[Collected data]
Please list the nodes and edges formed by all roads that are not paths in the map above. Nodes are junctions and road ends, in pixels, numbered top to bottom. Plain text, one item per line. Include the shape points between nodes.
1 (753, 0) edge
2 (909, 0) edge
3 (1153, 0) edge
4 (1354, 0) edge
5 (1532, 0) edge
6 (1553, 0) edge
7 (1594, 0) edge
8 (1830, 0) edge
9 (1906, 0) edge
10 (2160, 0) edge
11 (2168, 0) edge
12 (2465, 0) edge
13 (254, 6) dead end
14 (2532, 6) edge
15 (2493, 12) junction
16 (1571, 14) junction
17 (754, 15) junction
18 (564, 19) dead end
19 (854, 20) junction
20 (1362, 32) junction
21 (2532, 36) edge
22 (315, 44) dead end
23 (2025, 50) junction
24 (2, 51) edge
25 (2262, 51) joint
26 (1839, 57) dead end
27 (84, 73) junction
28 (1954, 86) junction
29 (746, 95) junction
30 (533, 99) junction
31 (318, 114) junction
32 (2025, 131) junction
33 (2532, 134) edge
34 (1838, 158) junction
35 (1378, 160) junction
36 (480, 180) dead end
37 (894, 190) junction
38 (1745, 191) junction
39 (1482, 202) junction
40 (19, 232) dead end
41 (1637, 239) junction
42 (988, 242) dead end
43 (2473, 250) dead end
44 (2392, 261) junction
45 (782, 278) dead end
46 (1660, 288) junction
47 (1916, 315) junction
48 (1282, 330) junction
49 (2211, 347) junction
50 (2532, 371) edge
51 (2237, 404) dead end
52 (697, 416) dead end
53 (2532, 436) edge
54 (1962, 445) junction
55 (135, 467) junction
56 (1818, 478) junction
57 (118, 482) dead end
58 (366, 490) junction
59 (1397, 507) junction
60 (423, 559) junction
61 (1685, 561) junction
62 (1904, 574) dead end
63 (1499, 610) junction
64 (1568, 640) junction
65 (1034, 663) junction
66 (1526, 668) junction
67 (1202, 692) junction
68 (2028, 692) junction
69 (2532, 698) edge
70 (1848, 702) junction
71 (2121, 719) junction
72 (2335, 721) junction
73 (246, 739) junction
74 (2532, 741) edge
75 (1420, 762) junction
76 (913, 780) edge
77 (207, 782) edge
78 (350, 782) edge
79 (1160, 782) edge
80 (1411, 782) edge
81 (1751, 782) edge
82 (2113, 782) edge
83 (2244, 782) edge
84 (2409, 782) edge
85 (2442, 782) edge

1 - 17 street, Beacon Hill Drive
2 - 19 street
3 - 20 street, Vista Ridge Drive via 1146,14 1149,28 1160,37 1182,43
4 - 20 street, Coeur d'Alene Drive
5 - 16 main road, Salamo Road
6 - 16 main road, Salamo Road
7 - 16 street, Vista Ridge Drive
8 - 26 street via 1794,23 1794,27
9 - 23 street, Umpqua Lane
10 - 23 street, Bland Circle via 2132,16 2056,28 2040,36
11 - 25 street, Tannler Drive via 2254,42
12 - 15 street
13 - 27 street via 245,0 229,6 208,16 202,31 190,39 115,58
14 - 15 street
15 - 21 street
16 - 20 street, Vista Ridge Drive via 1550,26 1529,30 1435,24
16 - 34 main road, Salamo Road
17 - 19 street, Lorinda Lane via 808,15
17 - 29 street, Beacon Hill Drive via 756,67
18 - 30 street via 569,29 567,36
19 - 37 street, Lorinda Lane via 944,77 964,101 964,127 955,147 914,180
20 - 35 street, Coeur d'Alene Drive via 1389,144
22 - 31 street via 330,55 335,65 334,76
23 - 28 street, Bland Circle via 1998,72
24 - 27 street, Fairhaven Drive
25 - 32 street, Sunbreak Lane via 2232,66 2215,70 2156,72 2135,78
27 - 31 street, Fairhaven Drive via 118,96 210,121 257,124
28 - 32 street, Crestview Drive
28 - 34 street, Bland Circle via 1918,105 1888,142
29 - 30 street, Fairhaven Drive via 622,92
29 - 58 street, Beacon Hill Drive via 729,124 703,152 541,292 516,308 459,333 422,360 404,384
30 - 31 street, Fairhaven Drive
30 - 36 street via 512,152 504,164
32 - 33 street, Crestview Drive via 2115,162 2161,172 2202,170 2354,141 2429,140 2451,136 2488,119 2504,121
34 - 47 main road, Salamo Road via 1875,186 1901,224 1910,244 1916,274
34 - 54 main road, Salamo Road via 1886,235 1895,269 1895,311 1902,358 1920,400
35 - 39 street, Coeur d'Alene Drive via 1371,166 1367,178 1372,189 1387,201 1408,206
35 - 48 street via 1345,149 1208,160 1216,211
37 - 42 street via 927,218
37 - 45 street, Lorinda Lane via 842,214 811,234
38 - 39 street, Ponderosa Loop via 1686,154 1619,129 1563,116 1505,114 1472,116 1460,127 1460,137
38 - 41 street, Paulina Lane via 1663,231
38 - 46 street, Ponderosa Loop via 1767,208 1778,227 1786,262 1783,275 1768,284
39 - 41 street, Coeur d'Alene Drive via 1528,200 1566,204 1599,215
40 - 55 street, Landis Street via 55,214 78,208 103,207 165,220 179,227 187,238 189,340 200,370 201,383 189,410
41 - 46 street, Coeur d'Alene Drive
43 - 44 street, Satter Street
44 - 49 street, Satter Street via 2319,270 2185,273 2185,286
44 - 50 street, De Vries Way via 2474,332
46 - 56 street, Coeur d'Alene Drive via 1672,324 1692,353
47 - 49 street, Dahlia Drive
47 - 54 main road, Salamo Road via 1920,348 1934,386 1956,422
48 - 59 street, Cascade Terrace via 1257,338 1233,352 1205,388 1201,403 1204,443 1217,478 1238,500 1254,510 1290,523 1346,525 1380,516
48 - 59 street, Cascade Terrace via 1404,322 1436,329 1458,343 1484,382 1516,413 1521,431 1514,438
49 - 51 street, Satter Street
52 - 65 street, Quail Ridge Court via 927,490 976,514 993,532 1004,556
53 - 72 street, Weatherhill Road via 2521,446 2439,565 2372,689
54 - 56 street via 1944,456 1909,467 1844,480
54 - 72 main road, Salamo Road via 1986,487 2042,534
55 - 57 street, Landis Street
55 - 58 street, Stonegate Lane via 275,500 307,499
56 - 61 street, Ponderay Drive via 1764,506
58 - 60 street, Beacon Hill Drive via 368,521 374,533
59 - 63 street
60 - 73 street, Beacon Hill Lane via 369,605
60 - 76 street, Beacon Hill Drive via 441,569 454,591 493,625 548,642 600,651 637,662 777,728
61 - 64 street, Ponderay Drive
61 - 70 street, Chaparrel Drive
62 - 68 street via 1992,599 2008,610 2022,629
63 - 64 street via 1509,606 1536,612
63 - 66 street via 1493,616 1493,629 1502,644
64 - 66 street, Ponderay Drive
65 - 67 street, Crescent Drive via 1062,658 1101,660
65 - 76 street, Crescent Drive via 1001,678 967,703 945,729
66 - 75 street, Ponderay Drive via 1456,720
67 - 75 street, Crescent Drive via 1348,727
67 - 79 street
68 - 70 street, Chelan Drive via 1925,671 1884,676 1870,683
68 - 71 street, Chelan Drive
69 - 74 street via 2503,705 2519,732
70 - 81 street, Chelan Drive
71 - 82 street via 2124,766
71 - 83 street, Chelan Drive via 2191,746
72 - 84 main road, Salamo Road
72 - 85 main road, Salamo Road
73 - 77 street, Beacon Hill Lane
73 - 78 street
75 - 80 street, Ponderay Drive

### Task objective:
Return every line of the data unchanged.

### Your response:
Please list the nodes and edges formed by all roads that are not paths in the map above. Nodes are junctions and road ends, in pixels, numbered top to bottom. Plain text, one item per line. Include the shape points between nodes.
1 (753, 0) edge
2 (909, 0) edge
3 (1153, 0) edge
4 (1354, 0) edge
5 (1532, 0) edge
6 (1553, 0) edge
7 (1594, 0) edge
8 (1830, 0) edge
9 (1906, 0) edge
10 (2160, 0) edge
11 (2168, 0) edge
12 (2465, 0) edge
13 (254, 6) dead end
14 (2532, 6) edge
15 (2493, 12) junction
16 (1571, 14) junction
17 (754, 15) junction
18 (564, 19) dead end
19 (854, 20) junction
20 (1362, 32) junction
21 (2532, 36) edge
22 (315, 44) dead end
23 (2025, 50) junction
24 (2, 51) edge
25 (2262, 51) joint
26 (1839, 57) dead end
27 (84, 73) junction
28 (1954, 86) junction
29 (746, 95) junction
30 (533, 99) junction
31 (318, 114) junction
32 (2025, 131) junction
33 (2532, 134) edge
34 (1838, 158) junction
35 (1378, 160) junction
36 (480, 180) dead end
37 (894, 190) junction
38 (1745, 191) junction
39 (1482, 202) junction
40 (19, 232) dead end
41 (1637, 239) junction
42 (988, 242) dead end
43 (2473, 250) dead end
44 (2392, 261) junction
45 (782, 278) dead end
46 (1660, 288) junction
47 (1916, 315) junction
48 (1282, 330) junction
49 (2211, 347) junction
50 (2532, 371) edge
51 (2237, 404) dead end
52 (697, 416) dead end
53 (2532, 436) edge
54 (1962, 445) junction
55 (135, 467) junction
56 (1818, 478) junction
57 (118, 482) dead end
58 (366, 490) junction
59 (1397, 507) junction
60 (423, 559) junction
61 (1685, 561) junction
62 (1904, 574) dead end
63 (1499, 610) junction
64 (1568, 640) junction
65 (1034, 663) junction
66 (1526, 668) junction
67 (1202, 692) junction
68 (2028, 692) junction
69 (2532, 698) edge
70 (1848, 702) junction
71 (2121, 719) junction
72 (2335, 721) junction
73 (246, 739) junction
74 (2532, 741) edge
75 (1420, 762) junction
76 (913, 780) edge
77 (207, 782) edge
78 (350, 782) edge
79 (1160, 782) edge
80 (1411, 782) edge
81 (1751, 782) edge
82 (2113, 782) edge
83 (2244, 782) edge
84 (2409, 782) edge
85 (2442, 782) edge

1 - 17 street, Beacon Hill Drive
2 - 19 street
3 - 20 street, Vista Ridge Drive via 1146,14 1149,28 1160,37 1182,43
4 - 20 street, Coeur d'Alene Drive
5 - 16 main road, Salamo Road
6 - 16 main road, Salamo Road
7 - 16 street, Vista Ridge Drive
8 - 26 street via 1794,23 1794,27
9 - 23 street, Umpqua Lane
10 - 23 street, Bland Circle via 2132,16 2056,28 2040,36
11 - 25 street, Tannler Drive via 2254,42
12 - 15 street
13 - 27 street via 245,0 229,6 208,16 202,31 190,39 115,58
14 - 15 street
15 - 21 street
16 - 20 street, Vista Ridge Drive via 1550,26 1529,30 1435,24
16 - 34 main road, Salamo Road
17 - 19 street, Lorinda Lane via 808,15
17 - 29 street, Beacon Hill Drive via 756,67
18 - 30 street via 569,29 567,36
19 - 37 street, Lorinda Lane via 944,77 964,101 964,127 955,147 914,180
20 - 35 street, Coeur d'Alene Drive via 1389,144
22 - 31 street via 330,55 335,65 334,76
23 - 28 street, Bland Circle via 1998,72
24 - 27 street, Fairhaven Drive
25 - 32 street, Sunbreak Lane via 2232,66 2215,70 2156,72 2135,78
27 - 31 street, Fairhaven Drive via 118,96 210,121 257,124
28 - 32 street, Crestview Drive
28 - 34 street, Bland Circle via 1918,105 1888,142
29 - 30 street, Fairhaven Drive via 622,92
29 - 58 street, Beacon Hill Drive via 729,124 703,152 541,292 516,308 459,333 422,360 404,384
30 - 31 street, Fairhaven Drive
30 - 36 street via 512,152 504,164
32 - 33 street, Crestview Drive via 2115,162 2161,172 2202,170 2354,141 2429,140 2451,136 2488,119 2504,121
34 - 47 main road, Salamo Road via 1875,186 1901,224 1910,244 1916,274
34 - 54 main road, Salamo Road via 1886,235 1895,269 1895,311 1902,358 1920,400
35 - 39 street, Coeur d'Alene Drive via 1371,166 1367,178 1372,189 1387,201 1408,206
35 - 48 street via 1345,149 1208,160 1216,211
37 - 42 street via 927,218
37 - 45 street, Lorinda Lane via 842,214 811,234
38 - 39 street, Ponderosa Loop via 1686,154 1619,129 1563,116 1505,114 1472,116 1460,127 1460,137
38 - 41 street, Paulina Lane via 1663,231
38 - 46 street, Ponderosa Loop via 1767,208 1778,227 1786,262 1783,275 1768,284
39 - 41 street, Coeur d'Alene Drive via 1528,200 1566,204 1599,215
40 - 55 street, Landis Street via 55,214 78,208 103,207 165,220 179,227 187,238 189,340 200,370 201,383 189,410
41 - 46 street, Coeur d'Alene Drive
43 - 44 street, Satter Street
44 - 49 street, Satter Street via 2319,270 2185,273 2185,286
44 - 50 street, De Vries Way via 2474,332
46 - 56 street, Coeur d'Alene Drive via 1672,324 1692,353
47 - 49 street, Dahlia Drive
47 - 54 main road, Salamo Road via 1920,348 1934,386 1956,422
48 - 59 street, Cascade Terrace via 1257,338 1233,352 1205,388 1201,403 1204,443 1217,478 1238,500 1254,510 1290,523 1346,525 1380,516
48 - 59 street, Cascade Terrace via 1404,322 1436,329 1458,343 1484,382 1516,413 1521,431 1514,438
49 - 51 street, Satter Street
52 - 65 street, Quail Ridge Court via 927,490 976,514 993,532 1004,556
53 - 72 street, Weatherhill Road via 2521,446 2439,565 2372,689
54 - 56 street via 1944,456 1909,467 1844,480
54 - 72 main road, Salamo Road via 1986,487 2042,534
55 - 57 street, Landis Street
55 - 58 street, Stonegate Lane via 275,500 307,499
56 - 61 street, Ponderay Drive via 1764,506
58 - 60 street, Beacon Hill Drive via 368,521 374,533
59 - 63 street
60 - 73 street, Beacon Hill Lane via 369,605
60 - 76 street, Beacon Hill Drive via 441,569 454,591 493,625 548,642 600,651 637,662 777,728
61 - 64 street, Ponderay Drive
61 - 70 street, Chaparrel Drive
62 - 68 street via 1992,599 2008,610 2022,629
63 - 64 street via 1509,606 1536,612
63 - 66 street via 1493,616 1493,629 1502,644
64 - 66 street, Ponderay Drive
65 - 67 street, Crescent Drive via 1062,658 1101,660
65 - 76 street, Crescent Drive via 1001,678 967,703 945,729
66 - 75 street, Ponderay Drive via 1456,720
67 - 75 street, Crescent Drive via 1348,727
67 - 79 street
68 - 70 street, Chelan Drive via 1925,671 1884,676 1870,683
68 - 71 street, Chelan Drive
69 - 74 street via 2503,705 2519,732
70 - 81 street, Chelan Drive
71 - 82 street via 2124,766
71 - 83 street, Chelan Drive via 2191,746
72 - 84 main road, Salamo Road
72 - 85 main road, Salamo Road
73 - 77 street, Beacon Hill Lane
73 - 78 street
75 - 80 street, Ponderay Drive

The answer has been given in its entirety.